UN Secretary-General, Antonio Guterres, has written to Russia, Ukraine and Turkiye to raise concerns about the implementation of a deal that allows the safe wartime export of grain from several Ukrainian Black Sea ports, a UN spokesman said on Friday, Reuters reports.
The United Nations has said no ships were inspected on Tuesday under the deal — agreed in July last year — “as the parties needed more time to reach an agreement on operational priorities.” Inspections resumed on Wednesday.
“The Secretary-General has written letters to the parties and we are diligently working in close collaboration with Turkiye to maintain the continuation of the vital agreement,” UN spokesman, Stephane Dujarric, told reporters.
The agreement was brokered by the UN and Turkiye to help tackle a global food crisis that UN officials said had been worsened by the most deadly war in Europe since World War Two. The deal saw a resumption of Ukraine’s Black Sea grain exports, which had been halted by Russia’s 24 February, 2022, invasion.
All ships are inspected by officials from Russia, Ukraine, Turkiye and the United Nations in waters near Turkiye on the way in and out of Ukraine.

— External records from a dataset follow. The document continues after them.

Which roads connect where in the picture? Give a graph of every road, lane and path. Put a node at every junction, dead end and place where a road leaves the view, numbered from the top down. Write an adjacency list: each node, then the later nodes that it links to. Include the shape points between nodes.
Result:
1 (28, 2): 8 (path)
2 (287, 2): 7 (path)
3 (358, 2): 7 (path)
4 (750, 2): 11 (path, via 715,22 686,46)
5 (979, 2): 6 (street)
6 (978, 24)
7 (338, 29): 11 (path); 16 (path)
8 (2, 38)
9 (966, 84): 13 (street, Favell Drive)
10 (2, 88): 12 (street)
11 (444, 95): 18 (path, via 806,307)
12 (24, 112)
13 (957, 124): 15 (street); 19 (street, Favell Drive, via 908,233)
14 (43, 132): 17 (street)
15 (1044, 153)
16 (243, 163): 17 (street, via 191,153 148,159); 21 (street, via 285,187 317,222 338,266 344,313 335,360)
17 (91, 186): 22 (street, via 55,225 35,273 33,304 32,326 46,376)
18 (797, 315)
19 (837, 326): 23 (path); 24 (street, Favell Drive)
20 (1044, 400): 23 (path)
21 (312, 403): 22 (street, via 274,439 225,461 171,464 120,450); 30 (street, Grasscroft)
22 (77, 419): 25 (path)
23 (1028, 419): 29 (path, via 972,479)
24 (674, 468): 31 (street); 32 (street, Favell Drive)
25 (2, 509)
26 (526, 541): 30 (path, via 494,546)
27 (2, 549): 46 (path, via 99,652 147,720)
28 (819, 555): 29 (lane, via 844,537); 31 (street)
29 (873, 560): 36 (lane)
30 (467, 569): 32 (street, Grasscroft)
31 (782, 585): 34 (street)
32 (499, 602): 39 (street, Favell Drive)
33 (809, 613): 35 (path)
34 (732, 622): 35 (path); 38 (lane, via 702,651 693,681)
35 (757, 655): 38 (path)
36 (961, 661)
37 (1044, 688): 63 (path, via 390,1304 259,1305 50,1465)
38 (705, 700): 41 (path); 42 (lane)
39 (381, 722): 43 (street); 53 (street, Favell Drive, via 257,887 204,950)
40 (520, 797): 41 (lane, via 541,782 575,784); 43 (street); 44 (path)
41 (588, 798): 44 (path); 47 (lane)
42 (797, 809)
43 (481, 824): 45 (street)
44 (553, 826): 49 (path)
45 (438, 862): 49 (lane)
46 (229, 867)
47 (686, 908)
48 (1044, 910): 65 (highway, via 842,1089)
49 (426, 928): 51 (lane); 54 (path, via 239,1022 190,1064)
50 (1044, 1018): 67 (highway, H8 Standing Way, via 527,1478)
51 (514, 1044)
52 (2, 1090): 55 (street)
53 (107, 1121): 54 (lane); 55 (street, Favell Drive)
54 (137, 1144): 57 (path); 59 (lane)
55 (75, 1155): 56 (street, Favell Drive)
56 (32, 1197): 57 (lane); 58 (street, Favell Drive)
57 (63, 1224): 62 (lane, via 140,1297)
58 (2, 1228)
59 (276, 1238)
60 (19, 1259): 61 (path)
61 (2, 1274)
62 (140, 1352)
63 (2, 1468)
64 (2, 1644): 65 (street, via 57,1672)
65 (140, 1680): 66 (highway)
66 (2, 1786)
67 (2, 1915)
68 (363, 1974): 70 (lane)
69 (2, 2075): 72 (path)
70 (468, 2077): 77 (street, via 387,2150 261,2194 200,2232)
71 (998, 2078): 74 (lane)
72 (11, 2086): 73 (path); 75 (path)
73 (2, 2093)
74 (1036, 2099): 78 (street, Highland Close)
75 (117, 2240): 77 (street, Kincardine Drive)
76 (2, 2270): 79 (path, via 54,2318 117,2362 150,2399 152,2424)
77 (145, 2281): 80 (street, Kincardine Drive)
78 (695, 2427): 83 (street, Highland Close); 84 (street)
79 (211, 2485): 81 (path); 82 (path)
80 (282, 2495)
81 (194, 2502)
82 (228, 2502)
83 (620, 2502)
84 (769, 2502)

The United Nations said there are dozens of ships waiting to be inspected before they travel to Ukraine.
“There are different views … on the vessels to be registered and inspected in the coming days,” said Dujarric, adding that there are “active discussions” on the issue within the Joint Coordination Centre in Istanbul, which is made up of Russian, Ukrainian, Turkish and UN officials.
Dujarric said two inbound and two outbound ships were inspected on Friday.

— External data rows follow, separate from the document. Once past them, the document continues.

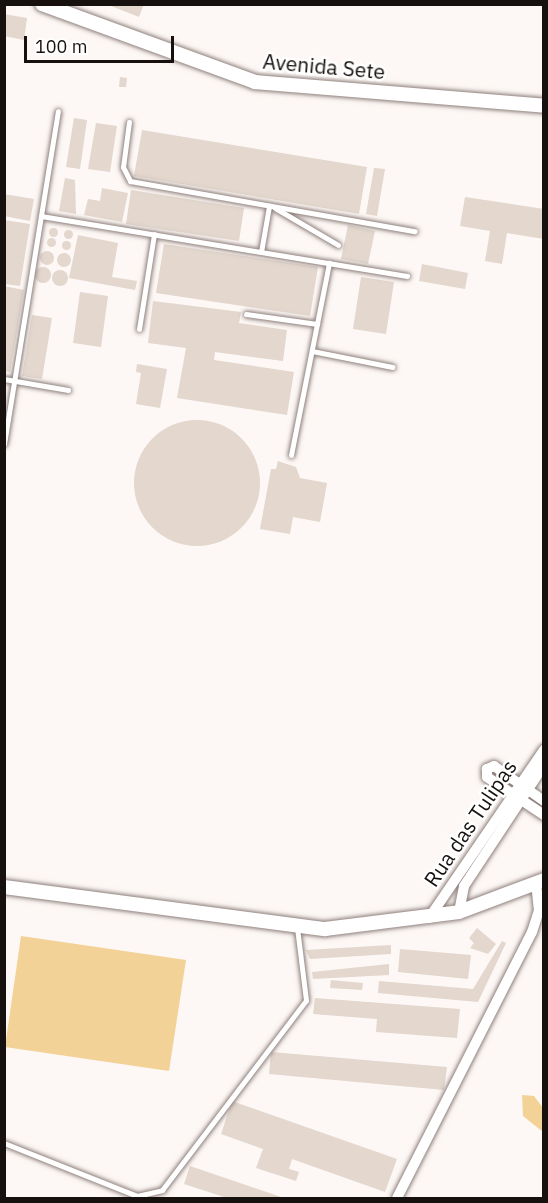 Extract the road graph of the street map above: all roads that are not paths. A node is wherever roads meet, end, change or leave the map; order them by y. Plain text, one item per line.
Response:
1 (42, 4) edge
2 (543, 106) edge
3 (58, 111) dead end
4 (129, 122) dead end
5 (271, 206) junction
6 (41, 216) junction
7 (415, 231) dead end
8 (154, 234) junction
9 (338, 245) dead end
10 (261, 252) junction
11 (329, 263) junction
12 (407, 276) dead end
13 (246, 314) dead end
14 (317, 324) junction
15 (139, 329) dead end
16 (312, 351) junction
17 (392, 367) dead end
18 (4, 379) edge
19 (15, 380) junction
20 (68, 390) dead end
21 (4, 444) edge
22 (291, 455) dead end
23 (543, 750) edge
24 (543, 765) edge
25 (523, 786) junction
26 (517, 797) junction
27 (543, 801) edge
28 (543, 816) edge
29 (540, 881) edge
30 (4, 887) edge
31 (459, 912) junction
32 (428, 919) junction
33 (297, 928) junction
34 (4, 1143) edge
35 (397, 1198) edge

1 - 2 main road, Avenida Sete
3 - 6 lane
4 - 5 lane
5 - 7 lane
5 - 9 lane
5 - 10 lane
6 - 8 lane
6 - 19 lane
8 - 10 lane
8 - 15 lane
10 - 11 lane
11 - 12 lane
11 - 14 lane
13 - 14 lane
14 - 16 lane
16 - 17 lane
16 - 22 lane
18 - 19 lane
19 - 20 lane
19 - 21 lane
23 - 25 street, Rua das Tulipas
24 - 25 street, Rua das Tulipas
25 - 26 street, Rua das Tulipas
25 - 26 street
25 - 27 street
26 - 28 street
26 - 31 street, Rua das Tulipas
26 - 32 street, Rua das Tulipas
29 - 31 main road
29 - 35 street
30 - 33 main road
31 - 32 main road
32 - 33 main road
33 - 34 lane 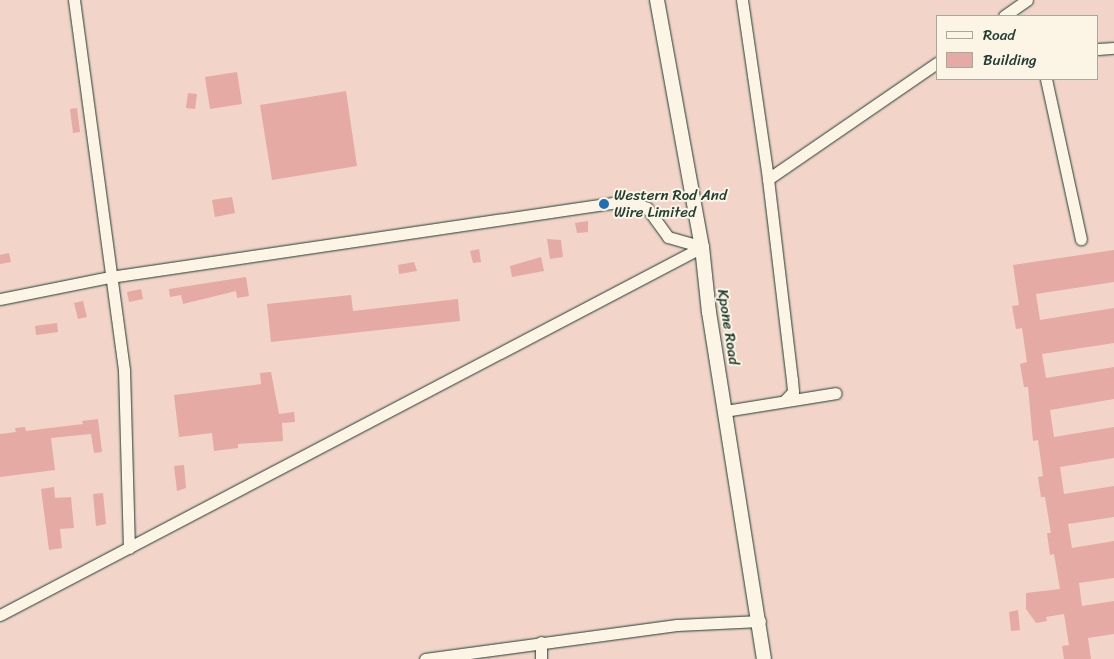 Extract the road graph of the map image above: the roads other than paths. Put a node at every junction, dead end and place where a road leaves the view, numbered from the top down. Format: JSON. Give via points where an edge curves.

“Until recently, new vessels were presented by Ukrainian port authorities and agreed by all parties for registration and follow-up inspection,” he said. “This was established practice in line with Ukraine’s role in managing its port activities.”

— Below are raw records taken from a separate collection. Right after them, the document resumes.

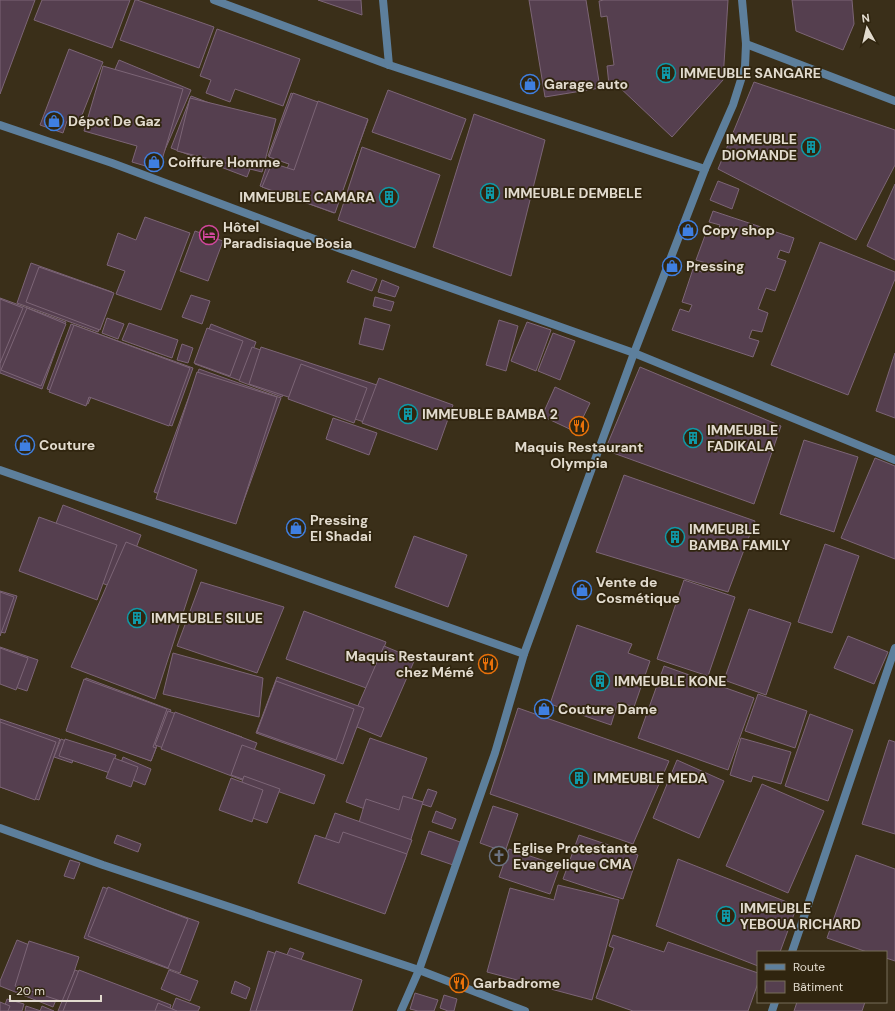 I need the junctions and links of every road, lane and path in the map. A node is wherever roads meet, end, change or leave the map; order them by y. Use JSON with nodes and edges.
{"nodes":[{"id":1,"x":214,"y":0,"type":"edge"},
{"id":2,"x":383,"y":0,"type":"edge"},
{"id":3,"x":742,"y":0,"type":"edge"},
{"id":4,"x":746,"y":44,"type":"junction"},
{"id":5,"x":389,"y":65,"type":"junction"},
{"id":6,"x":895,"y":101,"type":"edge"},
{"id":7,"x":0,"y":125,"type":"edge"},
{"id":8,"x":705,"y":169,"type":"junction"},
{"id":9,"x":634,"y":353,"type":"junction"},
{"id":10,"x":895,"y":460,"type":"edge"},
{"id":11,"x":0,"y":470,"type":"edge"},
{"id":12,"x":895,"y":648,"type":"edge"},
{"id":13,"x":524,"y":654,"type":"junction"},
{"id":14,"x":0,"y":828,"type":"edge"},
{"id":15,"x":792,"y":951,"type":"edge"},
{"id":16,"x":419,"y":970,"type":"junction"},
{"id":17,"x":401,"y":1011,"type":"edge"},
{"id":18,"x":526,"y":1011,"type":"edge"}],
"edges":[{"from":1,"to":5,"type":"street"},
{"from":2,"to":5,"type":"street"},
{"from":3,"to":4,"type":"street"},
{"from":4,"to":6,"type":"street"},
{"from":4,"to":8,"type":"street"},
{"from":5,"to":8,"type":"street"},
{"from":7,"to":9,"type":"street"},
{"from":8,"to":9,"type":"street"},
{"from":9,"to":10,"type":"street"},
{"from":9,"to":13,"type":"street"},
{"from":11,"to":13,"type":"street"},
{"from":12,"to":15,"type":"street"},
{"from":13,"to":16,"type":"street"},
{"from":14,"to":16,"type":"street"},
{"from":16,"to":17,"type":"street"},
{"from":16,"to":18,"type":"street"}]}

“We support the implementation of the agreed procedures, and we can facilitate discussions on any proposed changes,” Dujarric said. “However, any change should be agreed by all parties within the framework of Joint Coordination Centre.”
Inbound inspections had became less efficient as Russia began to insist on a random list of vessels to be chosen for inspection each day, a source familiar with the situation said earlier this week.
Last month, Russia agreed to renew the grain export deal for at least 60 days, half the intended period, and Moscow has said it would only consider a further extension if several demands in relation to its own exports were met.
Russia’s Foreign Ministry said on Thursday that “there is no need to talk about the further extension of the Black Sea initiative after 18 May” unless there was progress on solving what it called “systemic problems” with its own food and fertiliser exports.